ベトナムで、高速道路の建設プロジェクトが加速している。交通運輸省によると、2015年1-3月に道路や交通インフラ整備のために追加された予算だけでも同省の年間予算の約半額にあたる16兆ドンに及び、政府が目指す「2500キロメートルの高速道路網」の実現に近づいている。

写真㊤=昨年9月に運用が始まったノイバイ-ラオカイ高速道路

国の交通網整備のためにこれまでに調達された資金は総額約170兆ドン(約9億4300万円)に達する。なかでも全国各地をつなぐ高速道路の建設プロジェクトは、政府が2020年までに全国2500キロメートルの整備を目指しており、特に力を入れている。計画段階のものから投資が開始しているものまで含め、これまでに11件で100兆ドンもの資金が調達された。

これらのプロジェクトへの企業の関心は高い。投資を希望する企業が40社ほども、登録の承認を待っている状態だという。

なぜ企業は、高速道路の整備プロジェクトに注目したのだろう。理由の一つとして、この分野での投資効果が大きいことが挙げられる。
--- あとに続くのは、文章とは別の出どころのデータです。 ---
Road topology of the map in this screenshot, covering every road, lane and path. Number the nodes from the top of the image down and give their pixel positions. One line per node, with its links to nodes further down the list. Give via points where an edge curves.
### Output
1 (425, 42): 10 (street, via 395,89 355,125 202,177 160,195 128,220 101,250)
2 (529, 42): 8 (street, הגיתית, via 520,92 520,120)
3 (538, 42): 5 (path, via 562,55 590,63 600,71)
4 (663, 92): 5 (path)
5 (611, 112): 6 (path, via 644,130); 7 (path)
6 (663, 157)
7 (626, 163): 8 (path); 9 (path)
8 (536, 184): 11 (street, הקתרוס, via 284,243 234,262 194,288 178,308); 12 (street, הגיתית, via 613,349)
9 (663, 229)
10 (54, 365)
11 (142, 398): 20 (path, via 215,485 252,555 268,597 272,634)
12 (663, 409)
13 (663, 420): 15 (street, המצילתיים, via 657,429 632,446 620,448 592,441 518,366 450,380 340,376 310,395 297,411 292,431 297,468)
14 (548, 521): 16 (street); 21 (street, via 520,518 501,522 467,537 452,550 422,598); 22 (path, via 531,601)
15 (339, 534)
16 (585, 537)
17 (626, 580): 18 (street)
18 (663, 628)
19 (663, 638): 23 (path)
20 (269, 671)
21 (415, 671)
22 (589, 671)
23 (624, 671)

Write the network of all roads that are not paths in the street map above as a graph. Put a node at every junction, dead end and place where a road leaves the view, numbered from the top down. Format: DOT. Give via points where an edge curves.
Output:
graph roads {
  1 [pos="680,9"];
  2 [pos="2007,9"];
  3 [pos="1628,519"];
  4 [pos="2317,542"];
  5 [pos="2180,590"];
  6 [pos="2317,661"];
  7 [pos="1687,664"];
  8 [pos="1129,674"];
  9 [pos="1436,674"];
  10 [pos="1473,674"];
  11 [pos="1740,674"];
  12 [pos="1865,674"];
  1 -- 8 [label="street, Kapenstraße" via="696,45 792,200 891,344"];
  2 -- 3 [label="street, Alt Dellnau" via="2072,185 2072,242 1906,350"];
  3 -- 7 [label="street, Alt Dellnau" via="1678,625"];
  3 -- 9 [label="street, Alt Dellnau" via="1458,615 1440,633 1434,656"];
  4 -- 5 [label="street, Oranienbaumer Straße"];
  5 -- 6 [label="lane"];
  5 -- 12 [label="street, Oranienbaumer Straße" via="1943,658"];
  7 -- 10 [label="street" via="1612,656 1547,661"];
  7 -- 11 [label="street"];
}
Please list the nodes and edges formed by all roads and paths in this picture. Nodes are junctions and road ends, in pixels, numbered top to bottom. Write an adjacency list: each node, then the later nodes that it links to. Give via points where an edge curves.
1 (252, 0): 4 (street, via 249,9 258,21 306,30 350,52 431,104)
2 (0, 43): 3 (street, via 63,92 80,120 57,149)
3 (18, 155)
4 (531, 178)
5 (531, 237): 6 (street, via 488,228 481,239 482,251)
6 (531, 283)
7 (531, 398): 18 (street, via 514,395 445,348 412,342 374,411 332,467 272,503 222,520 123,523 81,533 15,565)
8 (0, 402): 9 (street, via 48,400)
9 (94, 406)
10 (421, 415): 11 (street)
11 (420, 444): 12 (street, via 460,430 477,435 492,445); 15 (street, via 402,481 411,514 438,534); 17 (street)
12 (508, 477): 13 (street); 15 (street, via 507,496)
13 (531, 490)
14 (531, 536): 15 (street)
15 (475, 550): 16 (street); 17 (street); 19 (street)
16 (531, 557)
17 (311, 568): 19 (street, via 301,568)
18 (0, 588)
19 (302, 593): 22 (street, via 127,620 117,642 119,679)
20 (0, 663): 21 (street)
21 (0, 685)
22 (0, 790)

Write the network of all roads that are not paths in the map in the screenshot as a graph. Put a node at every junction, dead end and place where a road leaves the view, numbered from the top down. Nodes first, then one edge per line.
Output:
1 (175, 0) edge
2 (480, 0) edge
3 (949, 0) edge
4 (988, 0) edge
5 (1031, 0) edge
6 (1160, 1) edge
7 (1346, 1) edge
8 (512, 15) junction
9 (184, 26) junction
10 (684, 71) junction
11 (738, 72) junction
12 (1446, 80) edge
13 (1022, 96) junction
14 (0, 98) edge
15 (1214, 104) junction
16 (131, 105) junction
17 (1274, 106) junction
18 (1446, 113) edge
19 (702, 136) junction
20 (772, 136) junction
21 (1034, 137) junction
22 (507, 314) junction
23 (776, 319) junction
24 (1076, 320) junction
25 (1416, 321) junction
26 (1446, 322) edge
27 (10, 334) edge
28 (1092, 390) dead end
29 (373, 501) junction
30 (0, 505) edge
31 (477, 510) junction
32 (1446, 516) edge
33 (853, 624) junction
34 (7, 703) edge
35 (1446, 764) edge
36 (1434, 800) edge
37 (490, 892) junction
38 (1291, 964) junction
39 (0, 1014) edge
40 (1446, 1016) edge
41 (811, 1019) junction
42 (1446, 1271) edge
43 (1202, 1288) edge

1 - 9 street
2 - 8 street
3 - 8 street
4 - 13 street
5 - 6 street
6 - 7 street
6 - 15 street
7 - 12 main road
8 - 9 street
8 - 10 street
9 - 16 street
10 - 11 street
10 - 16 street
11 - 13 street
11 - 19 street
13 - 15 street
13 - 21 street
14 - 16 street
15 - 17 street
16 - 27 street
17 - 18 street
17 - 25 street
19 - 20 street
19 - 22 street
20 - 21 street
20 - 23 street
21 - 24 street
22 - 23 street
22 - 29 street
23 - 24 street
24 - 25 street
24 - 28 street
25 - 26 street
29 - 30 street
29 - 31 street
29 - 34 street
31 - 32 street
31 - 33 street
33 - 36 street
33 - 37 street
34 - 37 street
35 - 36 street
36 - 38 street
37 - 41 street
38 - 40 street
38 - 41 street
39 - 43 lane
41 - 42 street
また、プロジェクトが参加企業にとって多くの仕事を生む好機であるのも大きな理由だ。さらに、投資企業が公開入札を行い、投資した金額より高い価格で他社にプロジェクトを譲渡すること考えられる。

交通運送省は企業誘致のため、プロジェクトの進展情報や道路などの建設展開計画などを詳細に公開している。予算は限られているが、そのなかで得られた結果は社会的にもたいへん高く評価されており、これも交通インフラの整備のための出資調達が効果的であることを示している。

ディン・ラ・タン交通運輸相は、高速道路システムの建設をはじめとする交通インフラの発展のためには、「政府からの予算措置や国債発行などを待たずに、様々な方法や活動を通して社会的財源を確保しなければならない」と強調している。また、「企業や個人が可能な範囲で実施し、国家は民間ではできない部分を請け負う」とする官民一体での計画実施の方針を示した。

政府と民間がともに参入し、協力することで、国が2020年までの完成を目指している「全国2500Kmを網羅する高速道路網の建設」という目標に到達するまでの道のりも、大いに短縮されそうだ。